The SU-47, as I understand it, began as a design study for a Soviet carrier bird.  The Soviets had just started doing carriers in the 1980s, and were discovering that landing an airplane on a boat is tricky.  Very tricky.  The SU-33 navalized flanker worked well enough, but if they could design something that was easier to land on a carrier, the Naval Aviation pilots would be much obliged.  The forward swept wing was to give better lift for a given AOA, which would either allow the pilot to slow down or allow the pilot to go the same speed, but have the nose closer to level (both good things), and the better roll authority at high AOA of the FSW would better allow them to keep the wings level while landing on a carrier, which is also kind of important.

 

Eventually the design evolved into a next-generation, land-based replacement for the SU-27 family.  There weren't really any takers, so the SU-47 ended its flight-worthy days as a technology tester for the PAK-FA program.

 

It is remarkable, given the state of the Russian economy, that Sukhoi has been able to debut two new fighter designs in the post-Soviet era, as well as continuing to update the SU-27 design.  I'm sure Lockheed Martin is thankful for Sukhoi's ingenuity, and ability to make scary-looking fighter planes that they might export to rogue nations on the limited R&D budget they have available.

 

Here is a model of the F-18 using about the same colored smoke system for comparative purposes. 

110444main_fvf_165.jpg

I don't see quite as much messiness behind the wing.

 

I would think the tailwing wouldn't be too effective on a FSW plane but could still be somewhat useful as a elevator.

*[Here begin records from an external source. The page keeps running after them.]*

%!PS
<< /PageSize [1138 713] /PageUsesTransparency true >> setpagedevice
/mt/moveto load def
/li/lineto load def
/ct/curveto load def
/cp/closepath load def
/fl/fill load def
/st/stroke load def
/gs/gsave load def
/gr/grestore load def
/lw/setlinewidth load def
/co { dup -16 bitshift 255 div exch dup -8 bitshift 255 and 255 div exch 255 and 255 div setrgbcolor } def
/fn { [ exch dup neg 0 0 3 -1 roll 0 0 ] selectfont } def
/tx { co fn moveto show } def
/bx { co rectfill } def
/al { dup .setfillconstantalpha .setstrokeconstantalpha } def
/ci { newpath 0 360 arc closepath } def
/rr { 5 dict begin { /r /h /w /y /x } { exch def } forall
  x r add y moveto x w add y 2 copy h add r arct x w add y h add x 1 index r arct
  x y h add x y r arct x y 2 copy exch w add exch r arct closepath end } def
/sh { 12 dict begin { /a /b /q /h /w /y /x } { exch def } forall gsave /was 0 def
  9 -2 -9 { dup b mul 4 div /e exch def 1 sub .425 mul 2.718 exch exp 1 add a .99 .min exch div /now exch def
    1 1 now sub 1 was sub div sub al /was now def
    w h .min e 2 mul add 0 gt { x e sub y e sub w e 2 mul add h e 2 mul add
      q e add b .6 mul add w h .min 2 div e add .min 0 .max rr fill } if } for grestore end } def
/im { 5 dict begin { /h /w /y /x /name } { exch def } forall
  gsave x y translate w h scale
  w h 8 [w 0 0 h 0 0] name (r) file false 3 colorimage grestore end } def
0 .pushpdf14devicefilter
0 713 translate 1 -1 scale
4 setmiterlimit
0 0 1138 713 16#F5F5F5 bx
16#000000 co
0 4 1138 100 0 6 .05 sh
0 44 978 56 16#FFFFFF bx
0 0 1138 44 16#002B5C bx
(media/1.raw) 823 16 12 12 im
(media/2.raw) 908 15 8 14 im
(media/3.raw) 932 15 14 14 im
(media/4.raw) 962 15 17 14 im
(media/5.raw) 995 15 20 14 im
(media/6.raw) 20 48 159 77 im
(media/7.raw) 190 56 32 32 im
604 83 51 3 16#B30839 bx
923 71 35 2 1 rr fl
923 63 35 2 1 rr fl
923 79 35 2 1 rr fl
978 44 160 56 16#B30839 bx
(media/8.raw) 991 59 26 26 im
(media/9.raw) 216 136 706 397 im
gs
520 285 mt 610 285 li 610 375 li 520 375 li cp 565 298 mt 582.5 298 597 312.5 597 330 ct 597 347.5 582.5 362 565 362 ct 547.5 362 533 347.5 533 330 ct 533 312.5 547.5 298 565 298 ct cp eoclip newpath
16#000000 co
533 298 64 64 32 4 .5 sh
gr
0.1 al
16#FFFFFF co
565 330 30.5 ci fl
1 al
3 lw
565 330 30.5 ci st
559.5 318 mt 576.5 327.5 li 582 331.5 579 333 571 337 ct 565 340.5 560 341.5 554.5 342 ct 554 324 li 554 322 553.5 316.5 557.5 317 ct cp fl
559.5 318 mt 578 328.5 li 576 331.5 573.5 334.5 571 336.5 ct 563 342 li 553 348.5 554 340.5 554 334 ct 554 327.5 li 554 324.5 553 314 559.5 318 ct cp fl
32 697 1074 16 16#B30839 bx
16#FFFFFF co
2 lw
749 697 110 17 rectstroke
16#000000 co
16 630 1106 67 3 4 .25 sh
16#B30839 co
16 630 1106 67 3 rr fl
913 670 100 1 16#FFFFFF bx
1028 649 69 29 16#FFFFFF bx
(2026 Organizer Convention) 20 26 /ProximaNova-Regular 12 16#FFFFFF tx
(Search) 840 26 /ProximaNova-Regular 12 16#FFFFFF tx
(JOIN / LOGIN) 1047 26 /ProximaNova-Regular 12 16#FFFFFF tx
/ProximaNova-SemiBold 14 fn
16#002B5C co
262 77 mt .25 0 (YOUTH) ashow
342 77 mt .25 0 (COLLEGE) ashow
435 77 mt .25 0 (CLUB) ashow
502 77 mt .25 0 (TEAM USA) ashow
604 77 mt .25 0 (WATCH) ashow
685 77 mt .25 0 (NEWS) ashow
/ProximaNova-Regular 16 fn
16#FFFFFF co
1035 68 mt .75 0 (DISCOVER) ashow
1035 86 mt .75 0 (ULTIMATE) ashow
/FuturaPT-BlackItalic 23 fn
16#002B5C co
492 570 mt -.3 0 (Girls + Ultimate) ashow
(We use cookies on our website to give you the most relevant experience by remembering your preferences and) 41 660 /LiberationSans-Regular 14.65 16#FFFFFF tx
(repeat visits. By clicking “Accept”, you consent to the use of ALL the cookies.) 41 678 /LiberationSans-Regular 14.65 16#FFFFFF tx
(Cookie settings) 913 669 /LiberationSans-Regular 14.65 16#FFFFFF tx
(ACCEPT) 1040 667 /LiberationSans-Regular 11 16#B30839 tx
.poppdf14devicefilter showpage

Then again, I'm just a little smarter than Donward on this subject. 

 

think that in that picture, most of the turbulence is coming off of the LERX (the highly swept surfaces that blend between the wings and the fuselage) and not the wing.  That is actually what they're supposed to do; by some black magic, the vortex from the LERX adds energy to the flow over the wings, which helps delay the wings from stalling.

 

They don't seem to be mucking up the flow over the horizontal stabilizers that much, but I know that the baby hornet had issues with the turbulence from the LERX buffeting the vertical stabilizers, which was causing the vertical stabilizers to wear out faster than anticipated.  This was fixed on the super hornet by re-sizing everything a little.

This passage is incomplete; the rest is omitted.